• _What is required_
Here are the records. Print them all exactly.

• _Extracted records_
★ ★ ★

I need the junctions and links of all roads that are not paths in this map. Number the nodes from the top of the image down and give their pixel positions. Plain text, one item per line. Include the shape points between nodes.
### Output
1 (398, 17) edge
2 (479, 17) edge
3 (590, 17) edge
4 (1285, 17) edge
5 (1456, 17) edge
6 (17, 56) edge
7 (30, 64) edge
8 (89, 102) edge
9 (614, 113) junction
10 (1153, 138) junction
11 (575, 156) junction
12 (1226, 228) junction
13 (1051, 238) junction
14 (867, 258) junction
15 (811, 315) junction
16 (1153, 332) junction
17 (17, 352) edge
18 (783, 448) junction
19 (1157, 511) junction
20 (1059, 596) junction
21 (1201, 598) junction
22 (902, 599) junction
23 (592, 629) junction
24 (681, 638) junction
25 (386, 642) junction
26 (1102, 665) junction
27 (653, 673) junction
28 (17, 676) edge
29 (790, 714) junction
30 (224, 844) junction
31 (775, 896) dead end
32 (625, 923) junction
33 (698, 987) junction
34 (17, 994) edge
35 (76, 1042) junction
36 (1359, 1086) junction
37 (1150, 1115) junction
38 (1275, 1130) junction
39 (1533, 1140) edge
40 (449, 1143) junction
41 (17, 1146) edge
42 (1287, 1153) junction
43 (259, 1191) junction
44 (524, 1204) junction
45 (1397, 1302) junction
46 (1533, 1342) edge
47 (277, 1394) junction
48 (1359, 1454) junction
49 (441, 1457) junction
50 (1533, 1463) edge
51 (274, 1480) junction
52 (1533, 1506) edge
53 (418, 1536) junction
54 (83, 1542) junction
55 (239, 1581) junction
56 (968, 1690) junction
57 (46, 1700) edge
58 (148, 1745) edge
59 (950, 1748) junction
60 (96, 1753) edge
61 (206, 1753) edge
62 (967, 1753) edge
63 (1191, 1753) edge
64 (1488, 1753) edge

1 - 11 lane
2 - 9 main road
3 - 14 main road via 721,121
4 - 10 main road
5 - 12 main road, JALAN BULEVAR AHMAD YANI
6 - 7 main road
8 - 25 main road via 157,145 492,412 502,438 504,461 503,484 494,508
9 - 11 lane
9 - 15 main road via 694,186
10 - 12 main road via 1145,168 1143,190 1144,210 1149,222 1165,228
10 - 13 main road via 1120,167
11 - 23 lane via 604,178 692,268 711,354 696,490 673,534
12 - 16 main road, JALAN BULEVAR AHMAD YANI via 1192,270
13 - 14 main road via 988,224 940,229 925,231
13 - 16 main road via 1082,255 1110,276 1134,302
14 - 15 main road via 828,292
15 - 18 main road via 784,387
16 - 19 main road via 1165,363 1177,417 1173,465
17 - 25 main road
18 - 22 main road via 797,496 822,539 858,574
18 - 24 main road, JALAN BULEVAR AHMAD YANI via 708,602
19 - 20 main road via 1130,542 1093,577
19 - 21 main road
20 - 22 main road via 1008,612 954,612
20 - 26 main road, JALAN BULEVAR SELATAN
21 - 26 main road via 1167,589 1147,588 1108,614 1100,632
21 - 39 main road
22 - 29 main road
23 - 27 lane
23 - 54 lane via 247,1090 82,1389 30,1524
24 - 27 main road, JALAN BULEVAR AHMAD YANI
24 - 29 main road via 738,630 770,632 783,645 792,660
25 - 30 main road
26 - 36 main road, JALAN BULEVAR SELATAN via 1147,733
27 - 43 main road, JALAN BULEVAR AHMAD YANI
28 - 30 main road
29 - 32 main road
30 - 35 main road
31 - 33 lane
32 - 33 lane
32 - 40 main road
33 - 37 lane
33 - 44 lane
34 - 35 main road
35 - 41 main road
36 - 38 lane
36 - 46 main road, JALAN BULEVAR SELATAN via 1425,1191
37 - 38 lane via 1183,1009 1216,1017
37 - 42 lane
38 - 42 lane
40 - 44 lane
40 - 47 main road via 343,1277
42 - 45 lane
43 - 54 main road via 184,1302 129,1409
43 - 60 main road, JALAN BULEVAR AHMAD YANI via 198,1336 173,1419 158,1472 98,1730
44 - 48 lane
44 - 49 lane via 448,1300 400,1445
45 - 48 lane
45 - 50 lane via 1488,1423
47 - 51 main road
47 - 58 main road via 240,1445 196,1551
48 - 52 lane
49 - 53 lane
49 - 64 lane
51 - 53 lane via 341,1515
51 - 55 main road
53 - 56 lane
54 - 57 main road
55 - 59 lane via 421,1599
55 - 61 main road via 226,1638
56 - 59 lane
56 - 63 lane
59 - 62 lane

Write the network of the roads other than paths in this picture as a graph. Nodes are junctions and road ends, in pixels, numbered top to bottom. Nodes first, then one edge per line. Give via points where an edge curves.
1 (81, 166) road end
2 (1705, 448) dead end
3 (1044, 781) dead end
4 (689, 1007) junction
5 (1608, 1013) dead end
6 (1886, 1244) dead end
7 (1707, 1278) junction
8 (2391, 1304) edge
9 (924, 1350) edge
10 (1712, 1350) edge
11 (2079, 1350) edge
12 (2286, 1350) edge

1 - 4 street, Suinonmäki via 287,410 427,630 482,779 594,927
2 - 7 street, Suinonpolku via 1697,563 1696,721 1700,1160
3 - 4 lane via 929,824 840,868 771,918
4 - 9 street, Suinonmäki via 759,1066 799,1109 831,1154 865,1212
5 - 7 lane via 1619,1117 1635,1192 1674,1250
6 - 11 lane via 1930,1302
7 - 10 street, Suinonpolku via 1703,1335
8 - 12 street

★ ★ ★

• _Written response_
I need the junctions and links of all roads that are not paths in this map. Number the nodes from the top of the image down and give their pixel positions. Plain text, one item per line. Include the shape points between nodes.
### Output
1 (398, 17) edge
2 (479, 17) edge
3 (590, 17) edge
4 (1285, 17) edge
5 (1456, 17) edge
6 (17, 56) edge
7 (30, 64) edge
8 (89, 102) edge
9 (614, 113) junction
10 (1153, 138) junction
11 (575, 156) junction
12 (1226, 228) junction
13 (1051, 238) junction
14 (867, 258) junction
15 (811, 315) junction
16 (1153, 332) junction
17 (17, 352) edge
18 (783, 448) junction
19 (1157, 511) junction
20 (1059, 596) junction
21 (1201, 598) junction
22 (902, 599) junction
23 (592, 629) junction
24 (681, 638) junction
25 (386, 642) junction
26 (1102, 665) junction
27 (653, 673) junction
28 (17, 676) edge
29 (790, 714) junction
30 (224, 844) junction
31 (775, 896) dead end
32 (625, 923) junction
33 (698, 987) junction
34 (17, 994) edge
35 (76, 1042) junction
36 (1359, 1086) junction
37 (1150, 1115) junction
38 (1275, 1130) junction
39 (1533, 1140) edge
40 (449, 1143) junction
41 (17, 1146) edge
42 (1287, 1153) junction
43 (259, 1191) junction
44 (524, 1204) junction
45 (1397, 1302) junction
46 (1533, 1342) edge
47 (277, 1394) junction
48 (1359, 1454) junction
49 (441, 1457) junction
50 (1533, 1463) edge
51 (274, 1480) junction
52 (1533, 1506) edge
53 (418, 1536) junction
54 (83, 1542) junction
55 (239, 1581) junction
56 (968, 1690) junction
57 (46, 1700) edge
58 (148, 1745) edge
59 (950, 1748) junction
60 (96, 1753) edge
61 (206, 1753) edge
62 (967, 1753) edge
63 (1191, 1753) edge
64 (1488, 1753) edge

1 - 11 lane
2 - 9 main road
3 - 14 main road via 721,121
4 - 10 main road
5 - 12 main road, JALAN BULEVAR AHMAD YANI
6 - 7 main road
8 - 25 main road via 157,145 492,412 502,438 504,461 503,484 494,508
9 - 11 lane
9 - 15 main road via 694,186
10 - 12 main road via 1145,168 1143,190 1144,210 1149,222 1165,228
10 - 13 main road via 1120,167
11 - 23 lane via 604,178 692,268 711,354 696,490 673,534
12 - 16 main road, JALAN BULEVAR AHMAD YANI via 1192,270
13 - 14 main road via 988,224 940,229 925,231
13 - 16 main road via 1082,255 1110,276 1134,302
14 - 15 main road via 828,292
15 - 18 main road via 784,387
16 - 19 main road via 1165,363 1177,417 1173,465
17 - 25 main road
18 - 22 main road via 797,496 822,539 858,574
18 - 24 main road, JALAN BULEVAR AHMAD YANI via 708,602
19 - 20 main road via 1130,542 1093,577
19 - 21 main road
20 - 22 main road via 1008,612 954,612
20 - 26 main road, JALAN BULEVAR SELATAN
21 - 26 main road via 1167,589 1147,588 1108,614 1100,632
21 - 39 main road
22 - 29 main road
23 - 27 lane
23 - 54 lane via 247,1090 82,1389 30,1524
24 - 27 main road, JALAN BULEVAR AHMAD YANI
24 - 29 main road via 738,630 770,632 783,645 792,660
25 - 30 main road
26 - 36 main road, JALAN BULEVAR SELATAN via 1147,733
27 - 43 main road, JALAN BULEVAR AHMAD YANI
28 - 30 main road
29 - 32 main road
30 - 35 main road
31 - 33 lane
32 - 33 lane
32 - 40 main road
33 - 37 lane
33 - 44 lane
34 - 35 main road
35 - 41 main road
36 - 38 lane
36 - 46 main road, JALAN BULEVAR SELATAN via 1425,1191
37 - 38 lane via 1183,1009 1216,1017
37 - 42 lane
38 - 42 lane
40 - 44 lane
40 - 47 main road via 343,1277
42 - 45 lane
43 - 54 main road via 184,1302 129,1409
43 - 60 main road, JALAN BULEVAR AHMAD YANI via 198,1336 173,1419 158,1472 98,1730
44 - 48 lane
44 - 49 lane via 448,1300 400,1445
45 - 48 lane
45 - 50 lane via 1488,1423
47 - 51 main road
47 - 58 main road via 240,1445 196,1551
48 - 52 lane
49 - 53 lane
49 - 64 lane
51 - 53 lane via 341,1515
51 - 55 main road
53 - 56 lane
54 - 57 main road
55 - 59 lane via 421,1599
55 - 61 main road via 226,1638
56 - 59 lane
56 - 63 lane
59 - 62 lane

Write the network of the roads other than paths in this picture as a graph. Nodes are junctions and road ends, in pixels, numbered top to bottom. Nodes first, then one edge per line. Give via points where an edge curves.
1 (81, 166) road end
2 (1705, 448) dead end
3 (1044, 781) dead end
4 (689, 1007) junction
5 (1608, 1013) dead end
6 (1886, 1244) dead end
7 (1707, 1278) junction
8 (2391, 1304) edge
9 (924, 1350) edge
10 (1712, 1350) edge
11 (2079, 1350) edge
12 (2286, 1350) edge

1 - 4 street, Suinonmäki via 287,410 427,630 482,779 594,927
2 - 7 street, Suinonpolku via 1697,563 1696,721 1700,1160
3 - 4 lane via 929,824 840,868 771,918
4 - 9 street, Suinonmäki via 759,1066 799,1109 831,1154 865,1212
5 - 7 lane via 1619,1117 1635,1192 1674,1250
6 - 11 lane via 1930,1302
7 - 10 street, Suinonpolku via 1703,1335
8 - 12 street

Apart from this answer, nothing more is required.